Strange Hostel of Naked Pleasures

The title says it all. A hostel where strange occurrences take place and where people are either naked or seeking pleasure, or both. The opening ten minutes of the film are almost dialog free and depict an elaborate dance ceremony which resurrects Coffin Joe from the dead. Coffin Joe then gives his customary speech about the universe, existence, fate and life before taking charge of this special hostel. All along Joe’s eyes see everything, the future and past of the guests arriving in the hostel to seek pleasure. In fact, a trailer of the film could be cut with Coffin Joe’s voice as such:

Ladies look at my eyes
now look at the room with naked people
now back to my eyes
look at another room where an affair is happening
back to my eyes again
now look at that room with people gambling
now back to my eyes again.

One can find repeated shots in José Mojica Marins’ films but Strange Hostel of Naked Pleasures takes that to an extreme with plenty of repeated closeups of Joe’s eyes, naked flesh and shots of the hostel in a dark stormy night with lightening.

A documentary to bring it all together

The Strange World of José Mojica Marins is a well made documentary that introduces us to the world of Coffin Joe and gives us as a closer look at José Mojica Marins. Marins love of film is apparent from this documentary and he relishes the fact that he is a self taught filmmaker. He mentions that he was literally born in a cinema as his parents owned a cinema hall and he grew up watching plenty of films and spending all his time in a theater. That love for film resulted in him making plenty of films at an early age. In fact, no opportunity was too good for Marins to pass up to make a film. When he went in for eye surgery, he had a camera crew in the operating room and directed them while being under the knife. His plan was to use the footage for a later film but that film was never completed. At the end of the documentary, we are told that there are another dozen or so uncompleted films by Marins. Since the documentary was released, Marins did finish his Coffin Joe trilogy with Embodiment of Evil and he may get a chance to make more of his films.

The film also shows what a wildly popular character Coffin Joe is not only in Brazil but internationally. Marins made many personal appearances dressed as Coffin Joe and attracted plenty of admirers. Unfortunately as per the film, Marins was never financially well off. No details are given but that fact becomes clear with the Sight and Sound article when Paulo Sacramento had to help produce Marins’ Embodiment of Evil, more than forty years after Coffin Joe first appeared on screen.

This is not the end...

The greatest trick the devil ever pulled was convincing the world he did not exist.

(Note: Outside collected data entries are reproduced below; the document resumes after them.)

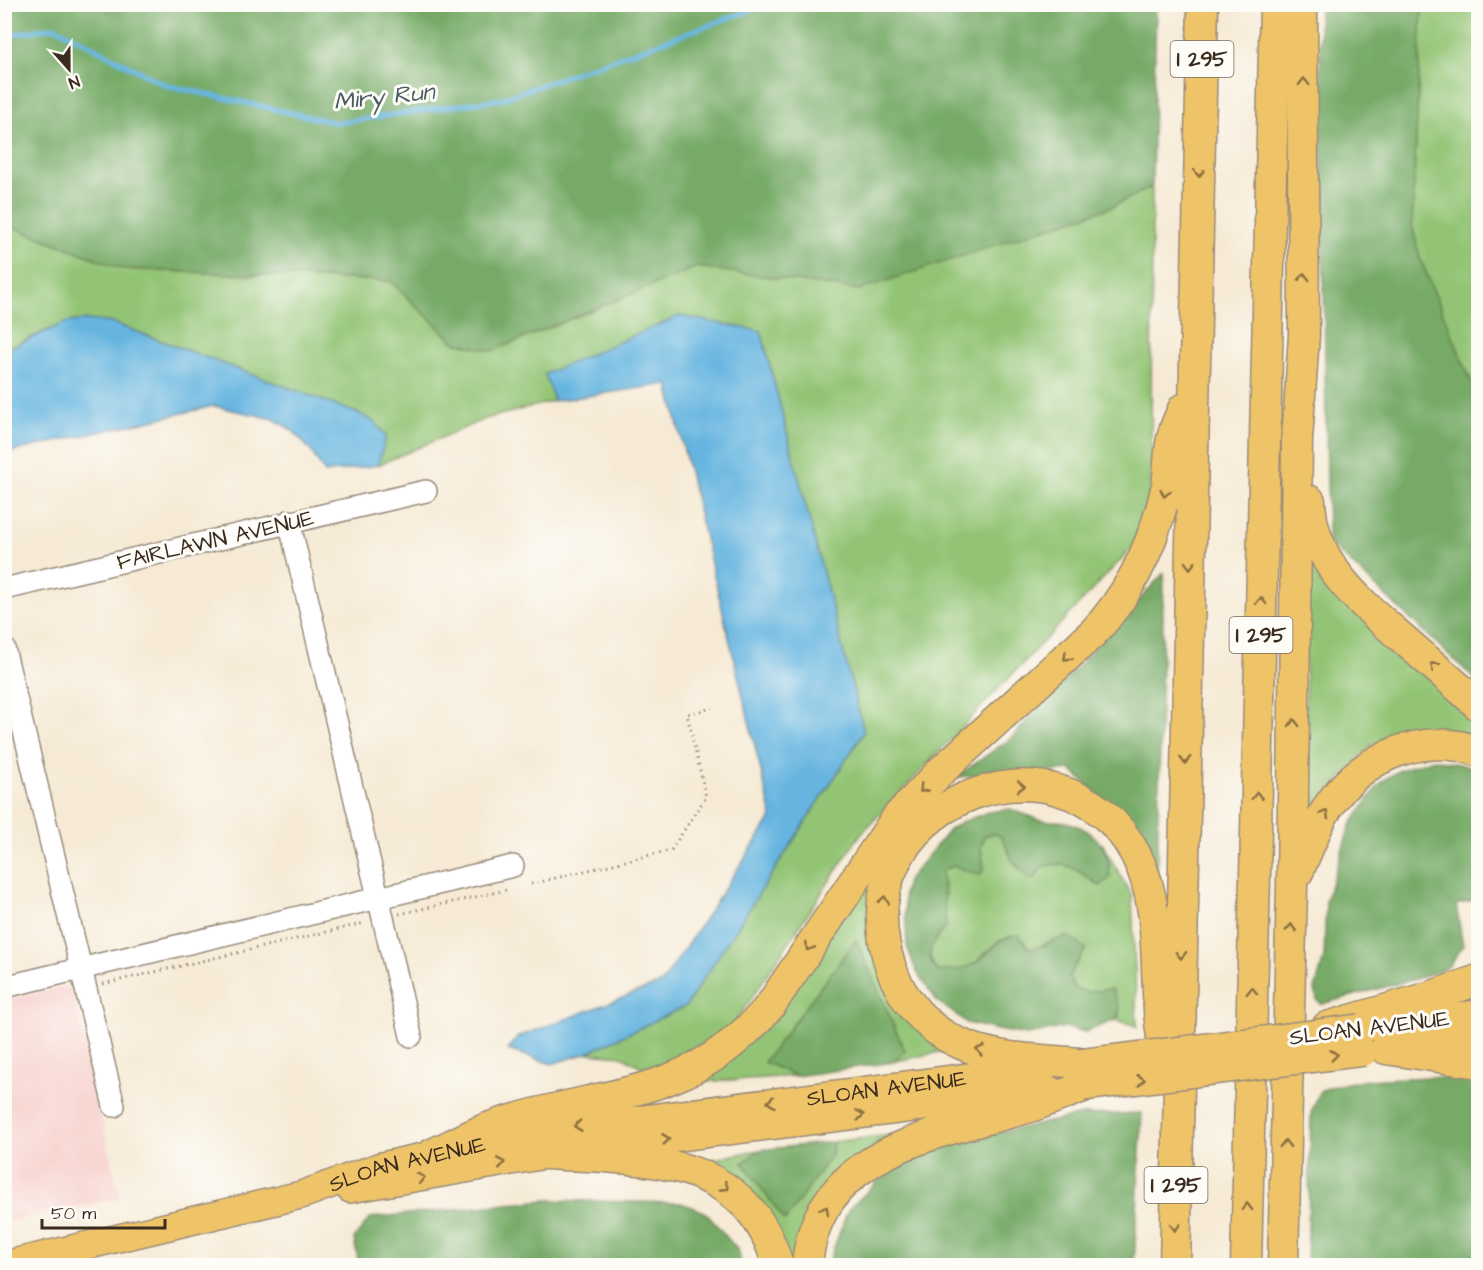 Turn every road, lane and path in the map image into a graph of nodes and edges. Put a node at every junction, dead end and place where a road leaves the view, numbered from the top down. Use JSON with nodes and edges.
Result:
{"nodes":[{"id":1,"x":1203,"y":4,"type":"edge"},
{"id":2,"x":1275,"y":4,"type":"edge"},
{"id":3,"x":1302,"y":4,"type":"edge"},
{"id":4,"x":1303,"y":378,"type":"junction"},
{"id":5,"x":1194,"y":381,"type":"junction"},
{"id":6,"x":426,"y":491,"type":"dead end"},
{"id":7,"x":288,"y":521,"type":"junction"},
{"id":8,"x":4,"y":589,"type":"edge"},
{"id":9,"x":4,"y":648,"type":"edge"},
{"id":10,"x":1479,"y":705,"type":"edge"},
{"id":11,"x":712,"y":708,"type":"dead end"},
{"id":12,"x":1479,"y":751,"type":"edge"},
{"id":13,"x":513,"y":866,"type":"dead end"},
{"id":14,"x":531,"y":884,"type":"dead end"},
{"id":15,"x":1292,"y":886,"type":"junction"},
{"id":16,"x":506,"y":890,"type":"dead end"},
{"id":17,"x":378,"y":897,"type":"junction"},
{"id":18,"x":397,"y":915,"type":"dead end"},
{"id":19,"x":371,"y":921,"type":"dead end"},
{"id":20,"x":81,"y":968,"type":"junction"},
{"id":21,"x":1479,"y":980,"type":"edge"},
{"id":22,"x":101,"y":985,"type":"dead end"},
{"id":23,"x":4,"y":987,"type":"edge"},
{"id":24,"x":1479,"y":1014,"type":"edge"},
{"id":25,"x":1302,"y":1035,"type":"joint"},
{"id":26,"x":411,"y":1036,"type":"dead end"},
{"id":27,"x":1367,"y":1036,"type":"junction"},
{"id":28,"x":1479,"y":1038,"type":"edge"},
{"id":29,"x":1479,"y":1064,"type":"edge"},
{"id":30,"x":1081,"y":1075,"type":"junction"},
{"id":31,"x":1177,"y":1105,"type":"junction"},
{"id":32,"x":114,"y":1106,"type":"dead end"},
{"id":33,"x":432,"y":1154,"type":"junction"},
{"id":34,"x":546,"y":1154,"type":"junction"},
{"id":35,"x":301,"y":1195,"type":"junction"},
{"id":36,"x":4,"y":1264,"type":"edge"},
{"id":37,"x":778,"y":1266,"type":"edge"},
{"id":38,"x":807,"y":1266,"type":"edge"},
{"id":39,"x":1175,"y":1266,"type":"edge"},
{"id":40,"x":1246,"y":1266,"type":"edge"},
{"id":41,"x":1282,"y":1266,"type":"edge"}],
"edges":[{"from":1,"to":5,"type":"highway","number":"I 295","one_way":true},
{"from":40,"to":2,"type":"highway","number":"I 295","one_way":true},
{"from":4,"to":3,"type":"highway","one_way":true},
{"from":10,"to":4,"type":"highway","one_way":true},
{"from":15,"to":4,"type":"highway","one_way":true},
{"from":5,"to":31,"type":"highway","number":"I 295","one_way":true},
{"from":5,"to":33,"type":"highway","one_way":true},
{"from":6,"to":7,"type":"street","name":"FAIRLAWN AVENUE"},
{"from":7,"to":8,"type":"street","name":"FAIRLAWN AVENUE"},
{"from":7,"to":17,"type":"street"},
{"from":9,"to":20,"type":"street"},
{"from":11,"to":14,"type":"path"},
{"from":15,"to":12,"type":"highway","one_way":true},
{"from":13,"to":17,"type":"street"},
{"from":41,"to":15,"type":"highway","one_way":true},
{"from":16,"to":18,"type":"path"},
{"from":17,"to":20,"type":"street"},
{"from":17,"to":26,"type":"street"},
{"from":19,"to":22,"type":"path"},
{"from":20,"to":23,"type":"street"},
{"from":20,"to":32,"type":"street"},
{"from":21,"to":27,"type":"highway"},
{"from":24,"to":27,"type":"main road","name":"SLOAN AVENUE"},
{"from":25,"to":27,"type":"highway","bridge":true},
{"from":25,"to":30,"type":"main road","name":"SLOAN AVENUE","bridge":true},
{"from":27,"to":28,"type":"main road","name":"SLOAN AVENUE"},
{"from":27,"to":29,"type":"highway"},
{"from":30,"to":27,"type":"main road","name":"SLOAN AVENUE","one_way":true,"bridge":true},
{"from":30,"to":31,"type":"highway","one_way":true},
{"from":30,"to":33,"type":"main road","name":"SLOAN AVENUE","one_way":true},
{"from":34,"to":30,"type":"main road","name":"SLOAN AVENUE","one_way":true},
{"from":38,"to":30,"type":"highway","one_way":true},
{"from":31,"to":39,"type":"highway","number":"I 295","one_way":true},
{"from":33,"to":35,"type":"main road","name":"SLOAN AVENUE"},
{"from":35,"to":34,"type":"main road","name":"SLOAN AVENUE","one_way":true},
{"from":34,"to":37,"type":"highway","one_way":true},
{"from":35,"to":36,"type":"main road","name":"SLOAN AVENUE"}]}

Slightly changing this The Usual Suspects quote:

The greatest trick Coffin Joe ever pulled was convincing the world he did not exist.

Because every time Coffin Joe is supposed to be dead, he comes back. He is left for dead at the end of At Midnight I’ll Take Your Soul but makes a remarkable recovery at the start of This Night I’ll Possess Your Corpse. He sinks to his demise in This Night I’ll Possess Your Corpse but through magical cosmic powers is resurrected several times until he finally materializes in flesh serving time in a jail cell at the start of Embodiment of Evil. The ending of Embodiment of Evil shows that Coffin Joe more than gets his wish after all, with not one son but multiple offsprings on the way. Coffin Joe always believed the only way he could be immortal was with a perfect son. So if there are indeed multiple sons of Coffin Joe on the way, then maybe he will be a cinematic presence for many decades to come.


I had low expectations from this spotlight and there were many moments which confirmed those low expectations but there were also some aspects with surprized me. In a way, I agree with Neil Young’s assessment:

But the odd thing about the Mojica Marins pictures is that, despite their numerous individual deficiencies, they do cohere and combine into a whole that's much more effective than their separate parts….

One can see the full cycle of action-reaction consequences cycle through the various Coffin Joe films where his mistakes come back to haunt him and further curse him.

Finally....Christoph Huber’s article on José Mojica Marins is worth reading.